*Assignment*. If a line in the following entries holds the string "path", include it in the tally. State the total and nothing further.

Records drawn from a dataset:
BEGIN

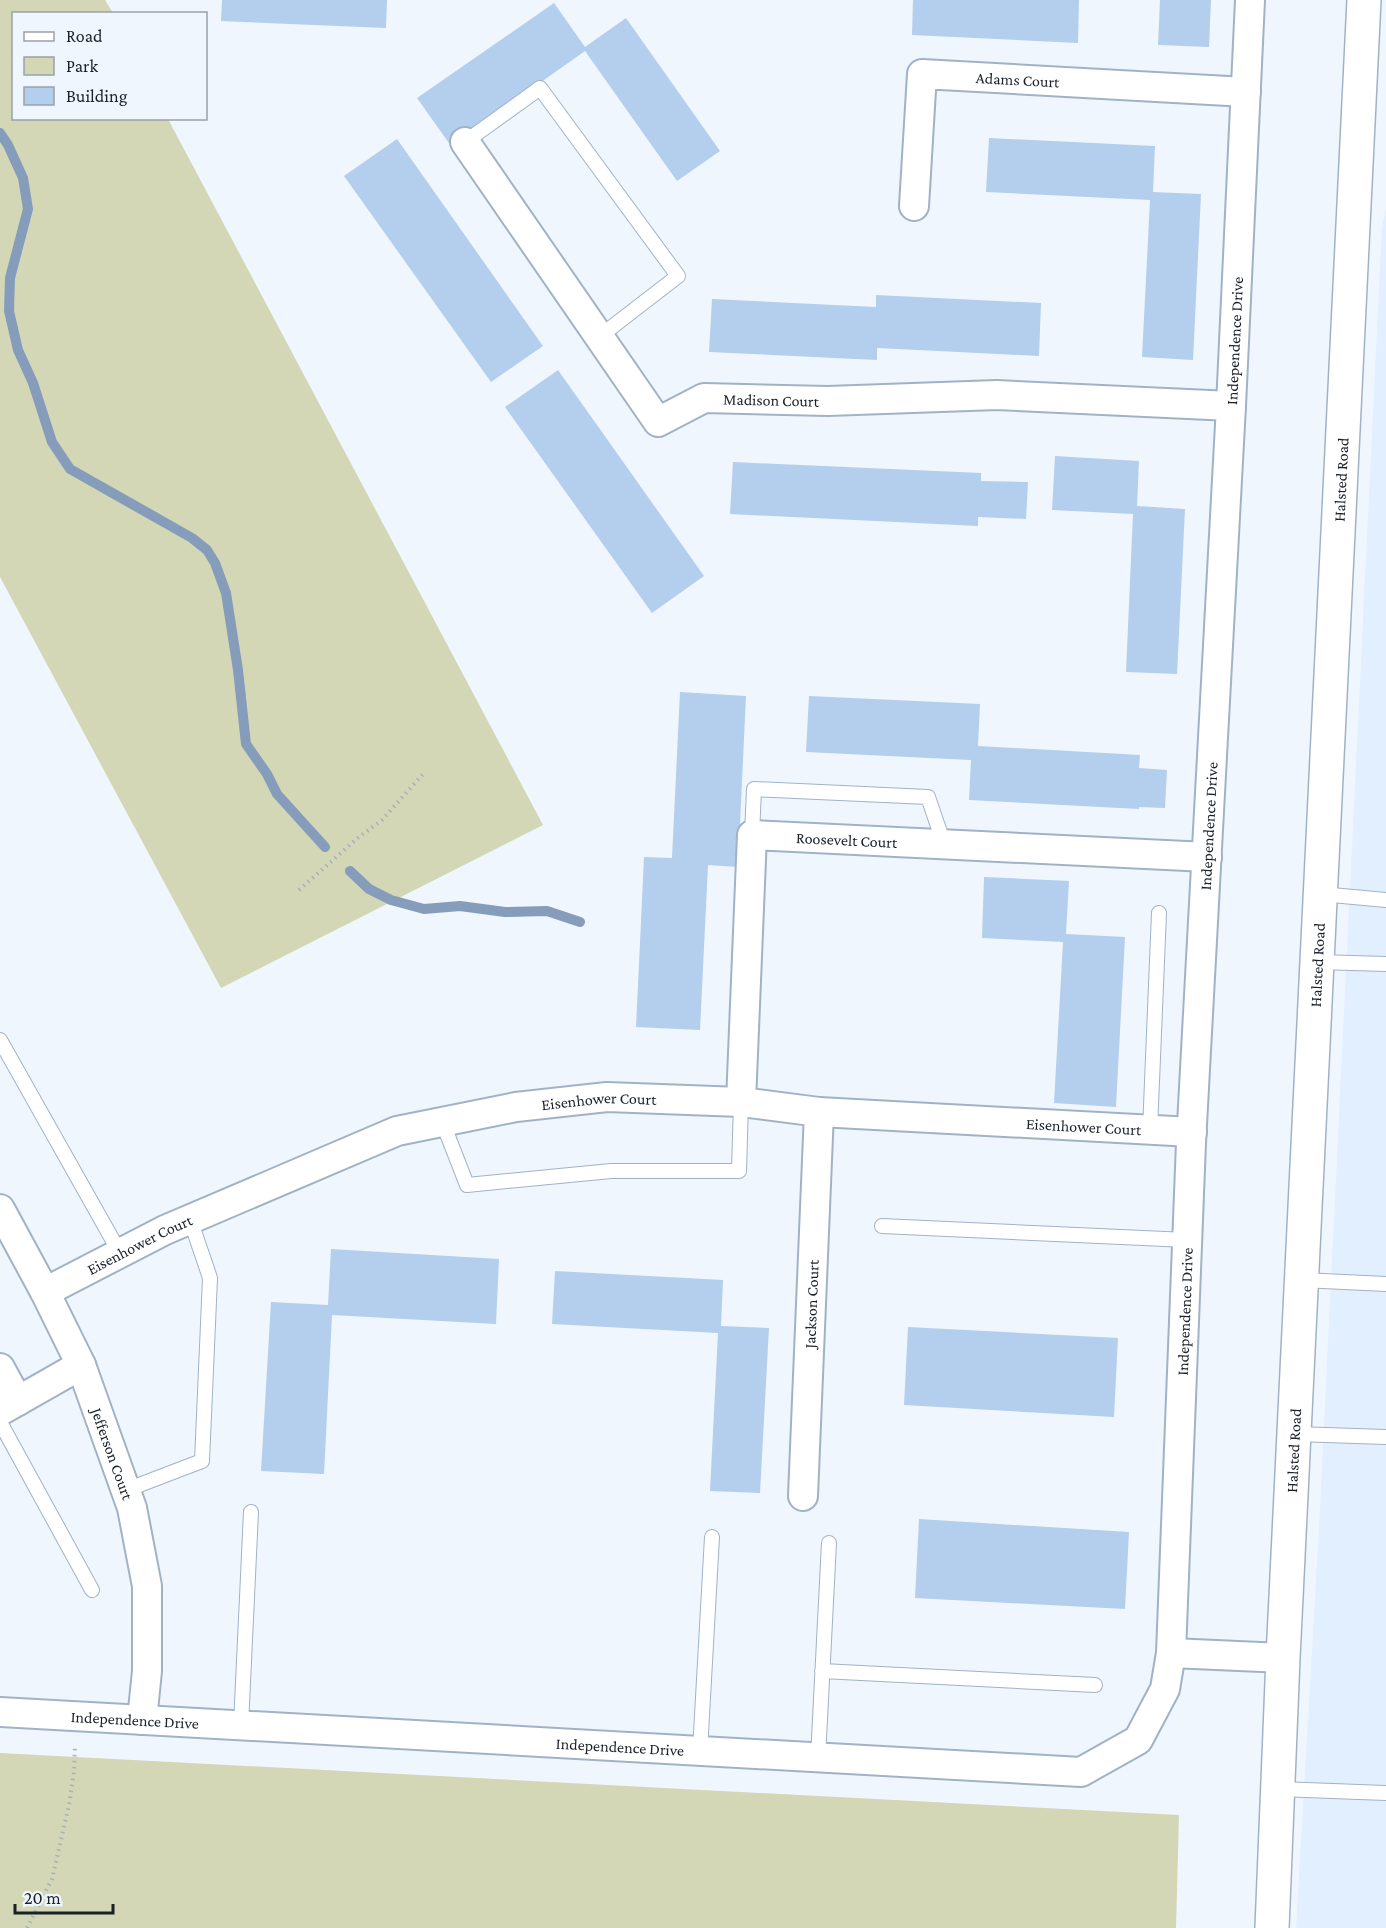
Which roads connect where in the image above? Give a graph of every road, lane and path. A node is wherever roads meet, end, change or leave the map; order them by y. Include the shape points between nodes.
1 (1250, 0) edge
2 (1364, 0) edge
3 (1246, 92) junction
4 (465, 142) joint
5 (914, 206) dead end
6 (599, 337) junction
7 (1231, 406) junction
8 (423, 774) dead end
9 (752, 835) junction
10 (944, 844) junction
11 (1208, 857) junction
12 (299, 890) dead end
13 (1321, 894) junction
14 (1386, 900) edge
15 (1159, 913) dead end
16 (1318, 962) junction
17 (1386, 964) edge
18 (0, 1040) edge
19 (741, 1102) junction
20 (819, 1112) junction
21 (442, 1121) junction
22 (1150, 1130) junction
23 (1192, 1132) junction
24 (0, 1209) edge
25 (190, 1220) junction
26 (882, 1226) dead end
27 (1187, 1240) junction
28 (120, 1253) junction
29 (1302, 1280) junction
30 (1386, 1284) edge
31 (45, 1292) junction
32 (81, 1365) junction
33 (0, 1368) edge
34 (6, 1411) edge
35 (1294, 1434) junction
36 (1386, 1437) edge
37 (126, 1490) junction
38 (803, 1496) dead end
39 (250, 1512) dead end
40 (712, 1537) dead end
41 (829, 1543) dead end
42 (92, 1590) dead end
43 (1171, 1653) junction
44 (1283, 1658) junction
45 (822, 1671) junction
46 (1095, 1685) dead end
47 (0, 1712) edge
48 (76, 1716) junction
49 (142, 1720) junction
50 (241, 1725) junction
51 (700, 1751) junction
52 (818, 1758) junction
53 (1279, 1789) junction
54 (1386, 1793) edge
55 (27, 1928) edge
56 (1272, 1928) edge

1 - 3 street, Independence Drive
2 - 13 street, Halsted Road
3 - 5 street, Adams Court via 922,74
3 - 7 street, Independence Drive
4 - 6 street, Madison Court
4 - 6 lane via 540,88 678,276
6 - 7 street, Madison Court via 658,422 704,398 828,401 997,395
7 - 11 street, Independence Drive
8 - 12 path via 382,820
9 - 10 street, Roosevelt Court
9 - 10 lane via 754,789 916,796 928,797
9 - 19 street
10 - 11 street, Roosevelt Court
11 - 23 street, Independence Drive
13 - 14 lane
13 - 16 street, Halsted Road
15 - 22 lane
16 - 17 lane
16 - 29 street, Halsted Road
18 - 28 lane
19 - 20 street, Eisenhower Court
19 - 21 street, Eisenhower Court via 607,1098 516,1107
19 - 21 lane via 740,1171 611,1171 467,1185
20 - 22 street, Eisenhower Court
20 - 38 street, Jackson Court
21 - 25 street, Eisenhower Court via 397,1131
22 - 23 street, Eisenhower Court
23 - 27 street, Independence Drive
24 - 31 street, Jefferson Court
25 - 28 street, Eisenhower Court
25 - 37 lane via 210,1278 202,1461
26 - 27 lane
27 - 43 street, Independence Drive
28 - 31 street, Eisenhower Court
29 - 30 lane
29 - 35 street, Halsted Road
31 - 32 street, Jefferson Court
32 - 34 street
32 - 37 street, Jefferson Court
33 - 34 street
34 - 42 lane
35 - 36 lane
35 - 44 street, Halsted Road
37 - 49 street, Jefferson Court via 147,1586 147,1671
39 - 50 lane
40 - 51 lane
41 - 45 lane
43 - 44 street
43 - 52 street, Independence Drive via 1165,1689 1137,1740 1081,1772
44 - 53 street, Halsted Road
45 - 46 lane
45 - 52 lane
47 - 48 street, Independence Drive
48 - 49 street, Independence Drive
48 - 55 path via 74,1772 52,1879
49 - 50 street, Independence Drive
50 - 51 street, Independence Drive
51 - 52 street, Independence Drive
53 - 54 lane
53 - 56 street, Halsted Road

END

*Answer to the problem*. 3